Excerpted data:
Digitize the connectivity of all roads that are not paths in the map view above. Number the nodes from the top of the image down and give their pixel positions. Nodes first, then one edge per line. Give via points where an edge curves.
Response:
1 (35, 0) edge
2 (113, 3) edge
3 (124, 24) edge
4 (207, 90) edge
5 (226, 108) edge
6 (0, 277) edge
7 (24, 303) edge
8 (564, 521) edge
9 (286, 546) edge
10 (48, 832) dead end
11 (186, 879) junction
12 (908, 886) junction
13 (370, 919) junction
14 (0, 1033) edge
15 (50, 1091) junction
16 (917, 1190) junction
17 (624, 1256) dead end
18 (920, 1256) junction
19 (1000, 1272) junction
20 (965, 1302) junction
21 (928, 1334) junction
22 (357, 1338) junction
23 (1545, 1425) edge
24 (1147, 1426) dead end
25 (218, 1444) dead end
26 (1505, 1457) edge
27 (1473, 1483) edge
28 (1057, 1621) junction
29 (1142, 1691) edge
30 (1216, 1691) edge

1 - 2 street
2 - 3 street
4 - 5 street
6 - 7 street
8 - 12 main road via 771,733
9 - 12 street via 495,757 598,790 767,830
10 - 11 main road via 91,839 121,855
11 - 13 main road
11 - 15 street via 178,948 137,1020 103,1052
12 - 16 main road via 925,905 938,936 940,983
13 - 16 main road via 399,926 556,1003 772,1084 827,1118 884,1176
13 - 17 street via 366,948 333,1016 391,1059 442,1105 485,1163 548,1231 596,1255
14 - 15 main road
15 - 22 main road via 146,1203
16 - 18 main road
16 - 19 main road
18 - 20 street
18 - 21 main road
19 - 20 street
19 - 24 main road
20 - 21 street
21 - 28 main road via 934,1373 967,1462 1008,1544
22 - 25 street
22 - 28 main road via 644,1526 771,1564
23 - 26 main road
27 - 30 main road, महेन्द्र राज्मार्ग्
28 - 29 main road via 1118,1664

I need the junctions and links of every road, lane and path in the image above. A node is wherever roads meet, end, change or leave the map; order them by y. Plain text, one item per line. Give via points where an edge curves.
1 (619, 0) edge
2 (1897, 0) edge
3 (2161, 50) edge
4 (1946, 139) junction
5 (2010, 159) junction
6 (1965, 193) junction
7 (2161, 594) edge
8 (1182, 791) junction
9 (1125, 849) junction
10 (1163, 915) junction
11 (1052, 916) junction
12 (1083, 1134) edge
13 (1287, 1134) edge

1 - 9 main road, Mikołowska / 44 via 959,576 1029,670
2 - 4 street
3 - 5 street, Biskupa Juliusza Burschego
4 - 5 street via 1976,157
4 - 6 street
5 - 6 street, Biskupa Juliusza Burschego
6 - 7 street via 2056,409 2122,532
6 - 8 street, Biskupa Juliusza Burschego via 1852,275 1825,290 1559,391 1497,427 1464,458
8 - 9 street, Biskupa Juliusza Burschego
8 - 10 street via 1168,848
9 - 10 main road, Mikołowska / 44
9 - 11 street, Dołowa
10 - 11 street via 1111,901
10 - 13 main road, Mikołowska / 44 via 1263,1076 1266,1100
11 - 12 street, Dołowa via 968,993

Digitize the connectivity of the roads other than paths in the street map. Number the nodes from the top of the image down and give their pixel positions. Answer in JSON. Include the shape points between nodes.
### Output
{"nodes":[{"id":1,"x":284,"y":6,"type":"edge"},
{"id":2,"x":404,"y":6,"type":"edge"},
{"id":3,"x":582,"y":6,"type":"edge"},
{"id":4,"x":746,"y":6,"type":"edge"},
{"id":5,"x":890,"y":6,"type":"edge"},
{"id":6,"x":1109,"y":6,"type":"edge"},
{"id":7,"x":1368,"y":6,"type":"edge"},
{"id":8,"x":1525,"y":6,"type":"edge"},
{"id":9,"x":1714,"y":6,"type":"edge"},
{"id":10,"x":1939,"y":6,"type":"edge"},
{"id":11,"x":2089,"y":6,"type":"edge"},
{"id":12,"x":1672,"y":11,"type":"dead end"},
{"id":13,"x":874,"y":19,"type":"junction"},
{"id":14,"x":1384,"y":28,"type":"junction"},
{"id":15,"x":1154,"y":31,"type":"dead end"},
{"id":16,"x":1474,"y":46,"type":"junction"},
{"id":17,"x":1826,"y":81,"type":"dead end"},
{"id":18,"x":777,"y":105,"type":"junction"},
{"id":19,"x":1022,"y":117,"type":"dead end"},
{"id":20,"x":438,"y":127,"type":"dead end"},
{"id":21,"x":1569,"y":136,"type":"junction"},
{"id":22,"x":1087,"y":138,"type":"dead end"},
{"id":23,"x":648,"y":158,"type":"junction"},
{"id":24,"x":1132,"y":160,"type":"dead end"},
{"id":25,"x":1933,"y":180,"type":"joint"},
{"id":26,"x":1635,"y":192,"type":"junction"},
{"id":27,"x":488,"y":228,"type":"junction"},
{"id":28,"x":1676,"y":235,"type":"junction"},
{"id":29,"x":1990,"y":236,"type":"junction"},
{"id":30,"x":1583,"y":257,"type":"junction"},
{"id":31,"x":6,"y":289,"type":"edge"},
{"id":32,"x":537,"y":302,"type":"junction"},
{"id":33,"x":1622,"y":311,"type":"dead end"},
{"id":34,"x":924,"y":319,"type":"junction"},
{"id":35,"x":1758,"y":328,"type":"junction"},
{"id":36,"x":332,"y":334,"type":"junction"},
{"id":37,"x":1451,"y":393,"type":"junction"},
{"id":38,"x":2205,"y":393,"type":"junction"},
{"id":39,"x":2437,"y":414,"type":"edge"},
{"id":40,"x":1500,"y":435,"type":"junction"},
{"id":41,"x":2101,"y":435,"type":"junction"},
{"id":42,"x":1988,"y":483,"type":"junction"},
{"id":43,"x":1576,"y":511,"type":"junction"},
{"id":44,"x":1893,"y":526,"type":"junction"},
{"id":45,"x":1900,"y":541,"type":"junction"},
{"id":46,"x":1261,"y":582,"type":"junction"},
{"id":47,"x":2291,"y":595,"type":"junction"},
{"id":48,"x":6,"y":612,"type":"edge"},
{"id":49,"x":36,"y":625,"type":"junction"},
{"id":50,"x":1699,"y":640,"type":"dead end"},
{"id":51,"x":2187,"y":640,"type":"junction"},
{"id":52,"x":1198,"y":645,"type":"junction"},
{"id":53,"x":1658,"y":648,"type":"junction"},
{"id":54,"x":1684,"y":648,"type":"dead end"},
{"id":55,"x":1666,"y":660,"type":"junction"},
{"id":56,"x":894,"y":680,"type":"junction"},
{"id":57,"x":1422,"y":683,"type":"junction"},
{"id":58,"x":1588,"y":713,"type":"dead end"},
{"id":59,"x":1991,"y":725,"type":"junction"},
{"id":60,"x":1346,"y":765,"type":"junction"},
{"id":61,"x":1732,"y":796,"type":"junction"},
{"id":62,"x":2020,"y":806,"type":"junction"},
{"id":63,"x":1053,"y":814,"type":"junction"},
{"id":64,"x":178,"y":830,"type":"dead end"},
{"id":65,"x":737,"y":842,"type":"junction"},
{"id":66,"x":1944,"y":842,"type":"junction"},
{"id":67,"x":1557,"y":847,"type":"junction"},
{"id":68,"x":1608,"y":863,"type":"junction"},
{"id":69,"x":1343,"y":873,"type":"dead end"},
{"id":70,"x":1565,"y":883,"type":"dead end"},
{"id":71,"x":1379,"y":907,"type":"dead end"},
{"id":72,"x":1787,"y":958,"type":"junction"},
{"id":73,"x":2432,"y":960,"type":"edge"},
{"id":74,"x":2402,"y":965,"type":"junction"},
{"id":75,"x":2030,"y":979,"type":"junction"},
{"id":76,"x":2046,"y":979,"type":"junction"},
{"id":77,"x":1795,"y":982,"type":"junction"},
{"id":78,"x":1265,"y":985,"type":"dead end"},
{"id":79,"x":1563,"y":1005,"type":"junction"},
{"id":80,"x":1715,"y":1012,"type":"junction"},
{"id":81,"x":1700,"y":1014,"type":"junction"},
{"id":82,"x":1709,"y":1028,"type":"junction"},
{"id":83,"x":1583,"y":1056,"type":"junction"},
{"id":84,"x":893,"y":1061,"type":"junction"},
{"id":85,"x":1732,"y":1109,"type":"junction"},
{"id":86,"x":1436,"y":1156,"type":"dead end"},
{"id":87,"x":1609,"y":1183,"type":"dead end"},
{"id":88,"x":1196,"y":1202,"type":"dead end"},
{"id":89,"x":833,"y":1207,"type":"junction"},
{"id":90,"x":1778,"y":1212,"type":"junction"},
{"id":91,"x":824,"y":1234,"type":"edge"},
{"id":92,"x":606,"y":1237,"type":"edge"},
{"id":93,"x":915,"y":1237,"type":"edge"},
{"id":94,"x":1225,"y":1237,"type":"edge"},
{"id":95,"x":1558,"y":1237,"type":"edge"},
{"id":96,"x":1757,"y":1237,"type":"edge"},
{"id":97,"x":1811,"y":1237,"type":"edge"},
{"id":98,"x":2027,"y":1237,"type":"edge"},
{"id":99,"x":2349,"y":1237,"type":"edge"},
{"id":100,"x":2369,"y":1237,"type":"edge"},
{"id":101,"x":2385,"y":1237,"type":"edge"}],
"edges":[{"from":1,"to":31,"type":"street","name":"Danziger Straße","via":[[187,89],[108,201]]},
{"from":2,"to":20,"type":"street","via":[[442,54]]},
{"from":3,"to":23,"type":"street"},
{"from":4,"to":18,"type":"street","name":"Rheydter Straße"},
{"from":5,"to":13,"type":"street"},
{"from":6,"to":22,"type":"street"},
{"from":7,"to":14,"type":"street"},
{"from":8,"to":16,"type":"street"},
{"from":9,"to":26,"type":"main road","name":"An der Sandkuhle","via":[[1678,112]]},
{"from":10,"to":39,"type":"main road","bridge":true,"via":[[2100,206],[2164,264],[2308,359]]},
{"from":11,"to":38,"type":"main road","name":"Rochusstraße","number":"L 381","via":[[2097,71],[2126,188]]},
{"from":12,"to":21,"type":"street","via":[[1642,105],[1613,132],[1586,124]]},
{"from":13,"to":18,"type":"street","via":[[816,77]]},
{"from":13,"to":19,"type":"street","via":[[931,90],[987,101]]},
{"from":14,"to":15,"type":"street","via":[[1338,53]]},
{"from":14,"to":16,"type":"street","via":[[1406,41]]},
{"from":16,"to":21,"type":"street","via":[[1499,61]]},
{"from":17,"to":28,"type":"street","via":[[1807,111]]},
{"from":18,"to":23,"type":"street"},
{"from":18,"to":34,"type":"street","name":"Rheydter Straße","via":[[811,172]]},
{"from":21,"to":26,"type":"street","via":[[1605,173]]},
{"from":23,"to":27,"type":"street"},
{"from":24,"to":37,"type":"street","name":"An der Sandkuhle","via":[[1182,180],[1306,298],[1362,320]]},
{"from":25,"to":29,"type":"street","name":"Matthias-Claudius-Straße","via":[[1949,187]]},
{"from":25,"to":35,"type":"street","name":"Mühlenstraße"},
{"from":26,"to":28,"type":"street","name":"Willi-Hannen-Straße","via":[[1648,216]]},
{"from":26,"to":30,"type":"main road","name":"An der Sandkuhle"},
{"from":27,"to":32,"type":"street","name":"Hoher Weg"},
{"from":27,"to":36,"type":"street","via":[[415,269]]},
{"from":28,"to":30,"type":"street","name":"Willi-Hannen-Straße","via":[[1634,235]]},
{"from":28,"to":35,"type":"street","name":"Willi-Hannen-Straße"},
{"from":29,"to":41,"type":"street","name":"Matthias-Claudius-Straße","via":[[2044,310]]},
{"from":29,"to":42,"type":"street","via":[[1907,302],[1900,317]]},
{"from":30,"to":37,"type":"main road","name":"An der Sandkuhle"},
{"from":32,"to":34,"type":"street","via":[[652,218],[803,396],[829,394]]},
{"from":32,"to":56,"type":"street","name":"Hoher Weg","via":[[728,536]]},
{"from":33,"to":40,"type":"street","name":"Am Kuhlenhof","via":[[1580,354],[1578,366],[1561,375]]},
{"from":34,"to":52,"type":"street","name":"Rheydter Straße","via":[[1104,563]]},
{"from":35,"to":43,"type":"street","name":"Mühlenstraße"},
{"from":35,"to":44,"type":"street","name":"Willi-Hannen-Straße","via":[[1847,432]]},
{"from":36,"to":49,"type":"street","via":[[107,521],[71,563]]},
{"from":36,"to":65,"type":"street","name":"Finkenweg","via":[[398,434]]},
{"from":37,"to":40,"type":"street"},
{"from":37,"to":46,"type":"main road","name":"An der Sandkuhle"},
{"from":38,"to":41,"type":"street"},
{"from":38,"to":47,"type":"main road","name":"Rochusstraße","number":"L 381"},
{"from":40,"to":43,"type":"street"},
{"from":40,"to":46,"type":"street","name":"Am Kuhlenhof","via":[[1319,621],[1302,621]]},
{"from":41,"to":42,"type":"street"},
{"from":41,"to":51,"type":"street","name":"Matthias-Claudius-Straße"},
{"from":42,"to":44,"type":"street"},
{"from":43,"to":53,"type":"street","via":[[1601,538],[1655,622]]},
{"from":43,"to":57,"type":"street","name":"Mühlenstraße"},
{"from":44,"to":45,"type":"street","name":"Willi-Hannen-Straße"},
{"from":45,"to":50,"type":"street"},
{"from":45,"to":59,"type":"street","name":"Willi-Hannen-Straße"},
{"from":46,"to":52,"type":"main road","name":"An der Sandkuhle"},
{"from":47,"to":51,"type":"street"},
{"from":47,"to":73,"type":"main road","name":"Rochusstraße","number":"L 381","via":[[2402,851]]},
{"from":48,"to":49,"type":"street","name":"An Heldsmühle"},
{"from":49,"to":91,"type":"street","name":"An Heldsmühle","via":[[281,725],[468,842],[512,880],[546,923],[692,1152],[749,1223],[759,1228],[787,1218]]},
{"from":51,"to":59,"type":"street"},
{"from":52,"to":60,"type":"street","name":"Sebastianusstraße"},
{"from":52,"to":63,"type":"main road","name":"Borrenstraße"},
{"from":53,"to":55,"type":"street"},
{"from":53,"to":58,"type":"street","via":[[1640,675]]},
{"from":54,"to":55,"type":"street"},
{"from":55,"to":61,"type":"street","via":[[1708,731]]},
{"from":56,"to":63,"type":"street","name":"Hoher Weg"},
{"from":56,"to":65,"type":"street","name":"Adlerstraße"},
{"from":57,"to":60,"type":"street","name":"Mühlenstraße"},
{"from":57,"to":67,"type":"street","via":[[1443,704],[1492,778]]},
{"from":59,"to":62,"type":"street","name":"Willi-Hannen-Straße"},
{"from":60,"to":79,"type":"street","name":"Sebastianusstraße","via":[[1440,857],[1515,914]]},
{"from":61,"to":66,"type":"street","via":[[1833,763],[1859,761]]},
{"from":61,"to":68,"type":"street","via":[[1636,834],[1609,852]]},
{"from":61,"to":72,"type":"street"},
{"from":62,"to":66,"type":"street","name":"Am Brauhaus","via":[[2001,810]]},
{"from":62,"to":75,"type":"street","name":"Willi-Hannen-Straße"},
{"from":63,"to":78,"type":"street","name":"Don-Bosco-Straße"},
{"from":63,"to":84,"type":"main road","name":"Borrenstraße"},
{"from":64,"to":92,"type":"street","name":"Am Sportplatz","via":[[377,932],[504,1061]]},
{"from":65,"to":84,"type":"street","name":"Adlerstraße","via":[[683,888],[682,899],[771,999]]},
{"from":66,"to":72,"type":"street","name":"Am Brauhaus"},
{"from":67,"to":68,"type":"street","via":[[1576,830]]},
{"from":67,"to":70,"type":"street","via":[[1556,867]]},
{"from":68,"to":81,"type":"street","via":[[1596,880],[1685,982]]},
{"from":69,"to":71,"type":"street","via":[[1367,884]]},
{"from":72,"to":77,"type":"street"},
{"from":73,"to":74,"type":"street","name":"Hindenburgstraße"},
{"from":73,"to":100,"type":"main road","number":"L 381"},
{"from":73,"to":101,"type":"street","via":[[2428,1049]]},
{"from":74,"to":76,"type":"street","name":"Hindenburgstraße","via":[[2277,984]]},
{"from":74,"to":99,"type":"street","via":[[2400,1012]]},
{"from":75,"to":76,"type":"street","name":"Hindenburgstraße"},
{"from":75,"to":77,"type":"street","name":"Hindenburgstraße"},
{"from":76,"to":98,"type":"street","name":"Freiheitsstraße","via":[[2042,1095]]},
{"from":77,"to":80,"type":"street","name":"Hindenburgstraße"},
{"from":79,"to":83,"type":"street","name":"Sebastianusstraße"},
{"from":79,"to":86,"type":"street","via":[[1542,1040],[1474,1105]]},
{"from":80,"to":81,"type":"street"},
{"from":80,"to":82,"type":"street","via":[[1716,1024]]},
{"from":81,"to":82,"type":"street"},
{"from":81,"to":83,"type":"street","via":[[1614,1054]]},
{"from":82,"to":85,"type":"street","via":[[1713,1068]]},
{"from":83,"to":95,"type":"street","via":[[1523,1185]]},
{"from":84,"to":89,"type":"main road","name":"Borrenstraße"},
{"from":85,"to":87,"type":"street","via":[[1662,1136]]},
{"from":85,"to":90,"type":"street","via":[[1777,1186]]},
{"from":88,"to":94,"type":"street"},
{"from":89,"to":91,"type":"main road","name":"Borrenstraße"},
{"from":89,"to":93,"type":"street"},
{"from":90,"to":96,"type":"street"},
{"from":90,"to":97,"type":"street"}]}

Prompt:
Taking the listing above as the source, transcribe only the lines starting at the line with "I need the junctions" and going through the line with "Digitize the connectivity of the", unaltered and with both ends included.

Solution below:
I need the junctions and links of every road, lane and path in the image above. A node is wherever roads meet, end, change or leave the map; order them by y. Plain text, one item per line. Give via points where an edge curves.
1 (619, 0) edge
2 (1897, 0) edge
3 (2161, 50) edge
4 (1946, 139) junction
5 (2010, 159) junction
6 (1965, 193) junction
7 (2161, 594) edge
8 (1182, 791) junction
9 (1125, 849) junction
10 (1163, 915) junction
11 (1052, 916) junction
12 (1083, 1134) edge
13 (1287, 1134) edge

1 - 9 main road, Mikołowska / 44 via 959,576 1029,670
2 - 4 street
3 - 5 street, Biskupa Juliusza Burschego
4 - 5 street via 1976,157
4 - 6 street
5 - 6 street, Biskupa Juliusza Burschego
6 - 7 street via 2056,409 2122,532
6 - 8 street, Biskupa Juliusza Burschego via 1852,275 1825,290 1559,391 1497,427 1464,458
8 - 9 street, Biskupa Juliusza Burschego
8 - 10 street via 1168,848
9 - 10 main road, Mikołowska / 44
9 - 11 street, Dołowa
10 - 11 street via 1111,901
10 - 13 main road, Mikołowska / 44 via 1263,1076 1266,1100
11 - 12 street, Dołowa via 968,993

Digitize the connectivity of the roads other than paths in the street map. Number the nodes from the top of the image down and give their pixel positions. Answer in JSON. Include the shape points between nodes.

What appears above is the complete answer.